#### RECORDS SHOWN:
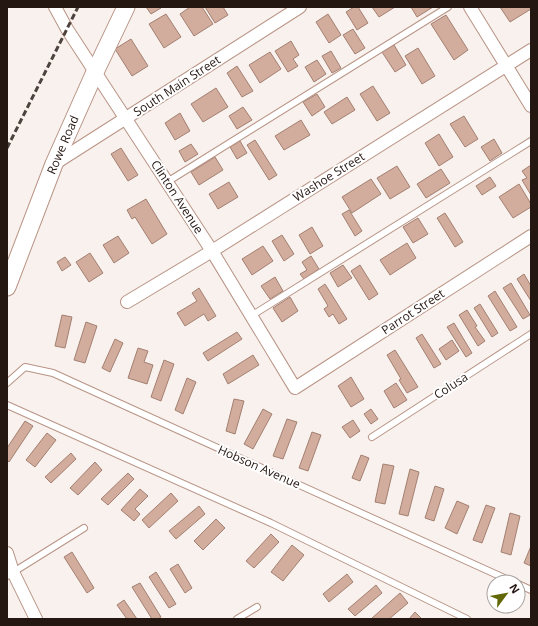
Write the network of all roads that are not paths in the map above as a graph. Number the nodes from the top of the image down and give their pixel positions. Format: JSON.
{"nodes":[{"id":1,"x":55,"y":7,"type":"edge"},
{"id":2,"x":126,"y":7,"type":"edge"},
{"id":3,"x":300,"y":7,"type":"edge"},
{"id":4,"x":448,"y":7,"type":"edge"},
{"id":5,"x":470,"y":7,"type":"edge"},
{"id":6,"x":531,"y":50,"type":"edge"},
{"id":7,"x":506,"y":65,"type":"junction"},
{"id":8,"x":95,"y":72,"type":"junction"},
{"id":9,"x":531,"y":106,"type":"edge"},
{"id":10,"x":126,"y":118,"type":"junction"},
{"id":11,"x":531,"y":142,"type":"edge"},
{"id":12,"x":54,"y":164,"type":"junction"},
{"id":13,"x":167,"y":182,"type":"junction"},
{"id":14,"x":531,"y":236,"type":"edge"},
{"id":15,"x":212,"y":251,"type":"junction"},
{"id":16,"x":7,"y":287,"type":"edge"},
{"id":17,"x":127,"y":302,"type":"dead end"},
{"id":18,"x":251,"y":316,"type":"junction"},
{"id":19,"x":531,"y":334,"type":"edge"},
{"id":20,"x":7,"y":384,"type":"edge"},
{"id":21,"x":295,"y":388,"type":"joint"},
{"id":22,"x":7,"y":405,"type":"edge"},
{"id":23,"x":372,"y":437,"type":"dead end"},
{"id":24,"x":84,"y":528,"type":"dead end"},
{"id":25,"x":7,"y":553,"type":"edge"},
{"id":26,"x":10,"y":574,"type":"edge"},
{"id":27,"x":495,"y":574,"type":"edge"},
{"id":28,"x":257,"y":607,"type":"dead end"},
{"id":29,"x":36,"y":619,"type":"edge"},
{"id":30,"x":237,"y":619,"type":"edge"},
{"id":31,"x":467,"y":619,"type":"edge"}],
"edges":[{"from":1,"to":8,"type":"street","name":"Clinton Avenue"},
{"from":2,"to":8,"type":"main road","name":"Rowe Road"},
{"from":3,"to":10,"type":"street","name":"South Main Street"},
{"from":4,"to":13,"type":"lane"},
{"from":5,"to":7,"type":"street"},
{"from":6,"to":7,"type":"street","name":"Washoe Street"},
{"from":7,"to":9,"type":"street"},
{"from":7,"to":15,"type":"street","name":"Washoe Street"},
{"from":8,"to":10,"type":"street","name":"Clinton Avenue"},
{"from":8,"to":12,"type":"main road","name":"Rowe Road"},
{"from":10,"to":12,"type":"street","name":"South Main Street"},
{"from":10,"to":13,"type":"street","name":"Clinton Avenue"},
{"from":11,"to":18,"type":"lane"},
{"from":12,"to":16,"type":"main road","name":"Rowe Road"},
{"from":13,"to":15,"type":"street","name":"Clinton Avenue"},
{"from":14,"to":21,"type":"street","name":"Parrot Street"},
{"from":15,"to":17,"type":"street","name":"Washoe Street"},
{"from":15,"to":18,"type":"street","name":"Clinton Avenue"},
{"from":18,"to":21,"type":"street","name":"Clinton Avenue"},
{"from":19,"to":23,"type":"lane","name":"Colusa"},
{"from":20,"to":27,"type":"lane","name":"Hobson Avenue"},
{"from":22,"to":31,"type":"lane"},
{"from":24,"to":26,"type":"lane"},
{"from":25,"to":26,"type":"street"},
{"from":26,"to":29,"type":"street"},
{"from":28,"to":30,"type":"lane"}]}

* * *

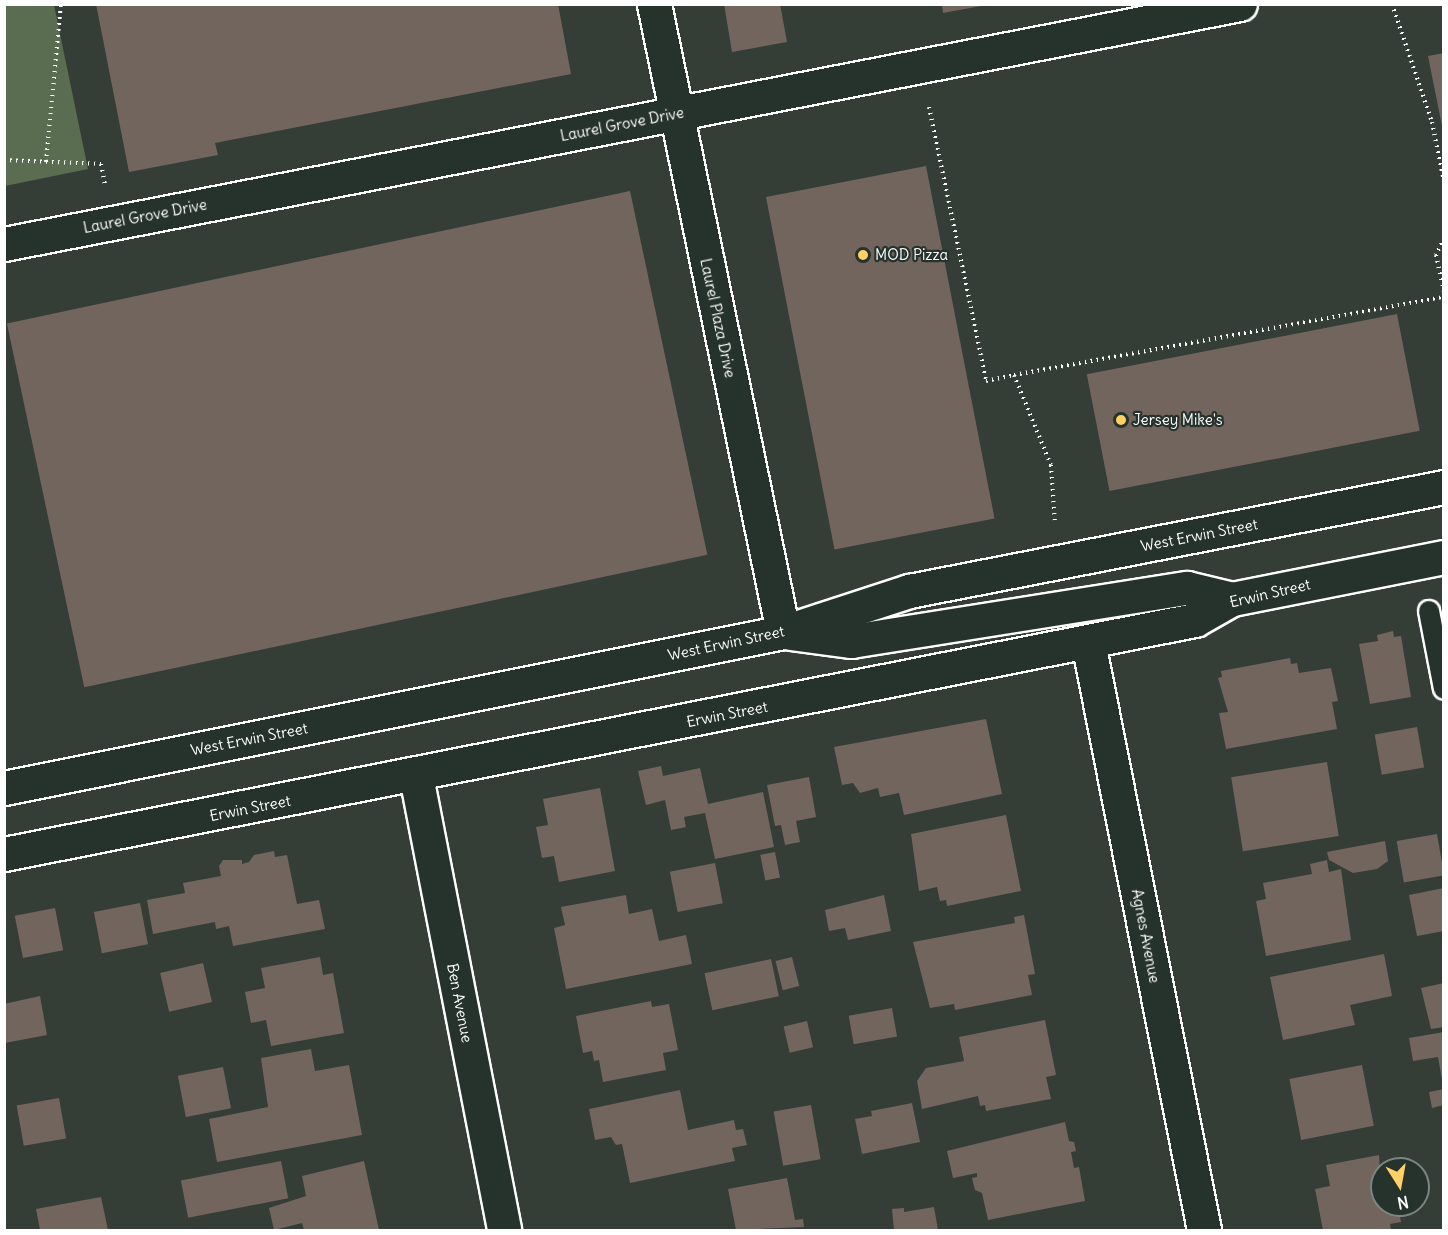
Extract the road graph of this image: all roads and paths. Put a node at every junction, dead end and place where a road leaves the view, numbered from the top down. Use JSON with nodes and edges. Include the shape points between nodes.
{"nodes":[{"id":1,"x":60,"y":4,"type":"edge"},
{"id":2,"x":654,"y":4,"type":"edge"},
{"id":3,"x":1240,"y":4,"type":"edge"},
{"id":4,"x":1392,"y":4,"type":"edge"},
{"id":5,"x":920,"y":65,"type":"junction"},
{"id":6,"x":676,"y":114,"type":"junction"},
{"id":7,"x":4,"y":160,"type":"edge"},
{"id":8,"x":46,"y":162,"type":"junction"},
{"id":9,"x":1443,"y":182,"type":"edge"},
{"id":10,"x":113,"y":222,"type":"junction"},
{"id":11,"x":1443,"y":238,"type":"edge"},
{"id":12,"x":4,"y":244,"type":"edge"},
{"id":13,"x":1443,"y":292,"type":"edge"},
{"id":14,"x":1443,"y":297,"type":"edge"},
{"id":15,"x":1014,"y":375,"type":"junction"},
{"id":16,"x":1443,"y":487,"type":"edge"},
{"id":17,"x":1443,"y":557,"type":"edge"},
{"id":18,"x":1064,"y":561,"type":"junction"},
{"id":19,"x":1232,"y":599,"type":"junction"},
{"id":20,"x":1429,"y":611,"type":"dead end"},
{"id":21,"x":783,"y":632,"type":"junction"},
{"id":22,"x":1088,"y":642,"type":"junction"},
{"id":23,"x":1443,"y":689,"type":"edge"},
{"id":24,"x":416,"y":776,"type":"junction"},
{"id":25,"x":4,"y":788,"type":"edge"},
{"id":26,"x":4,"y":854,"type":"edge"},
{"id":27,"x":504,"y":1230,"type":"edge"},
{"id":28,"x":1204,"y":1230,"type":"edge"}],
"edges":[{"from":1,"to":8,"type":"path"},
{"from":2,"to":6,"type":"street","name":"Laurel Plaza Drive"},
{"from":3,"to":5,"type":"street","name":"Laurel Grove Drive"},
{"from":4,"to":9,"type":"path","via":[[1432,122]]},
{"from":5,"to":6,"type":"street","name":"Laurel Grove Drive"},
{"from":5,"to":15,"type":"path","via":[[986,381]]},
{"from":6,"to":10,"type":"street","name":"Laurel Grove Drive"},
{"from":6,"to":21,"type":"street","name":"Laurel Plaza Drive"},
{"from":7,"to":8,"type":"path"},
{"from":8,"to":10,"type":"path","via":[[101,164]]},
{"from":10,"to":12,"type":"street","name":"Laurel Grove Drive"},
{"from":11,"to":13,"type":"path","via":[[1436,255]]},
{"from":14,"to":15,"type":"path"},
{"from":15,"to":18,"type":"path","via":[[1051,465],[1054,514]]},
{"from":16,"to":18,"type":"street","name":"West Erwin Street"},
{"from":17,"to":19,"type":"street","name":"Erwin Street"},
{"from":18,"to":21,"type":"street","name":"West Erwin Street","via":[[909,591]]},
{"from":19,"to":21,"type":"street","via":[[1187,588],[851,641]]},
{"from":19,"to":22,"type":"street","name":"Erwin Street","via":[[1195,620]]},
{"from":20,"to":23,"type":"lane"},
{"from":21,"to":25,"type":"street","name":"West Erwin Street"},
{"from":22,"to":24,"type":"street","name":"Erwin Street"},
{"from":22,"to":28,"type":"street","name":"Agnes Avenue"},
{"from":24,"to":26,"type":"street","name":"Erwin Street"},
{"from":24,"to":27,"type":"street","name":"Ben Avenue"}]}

#### INSTRUCTIONS TO FOLLOW:
If a line in the listing has "Clinton" in it, report that line.

#### COMPLETED TASK:
"edges":[{"from":1,"to":8,"type":"street","name":"Clinton Avenue"},
{"from":8,"to":10,"type":"street","name":"Clinton Avenue"},
{"from":10,"to":13,"type":"street","name":"Clinton Avenue"},
{"from":13,"to":15,"type":"street","name":"Clinton Avenue"},
{"from":15,"to":18,"type":"street","name":"Clinton Avenue"},
{"from":18,"to":21,"type":"street","name":"Clinton Avenue"},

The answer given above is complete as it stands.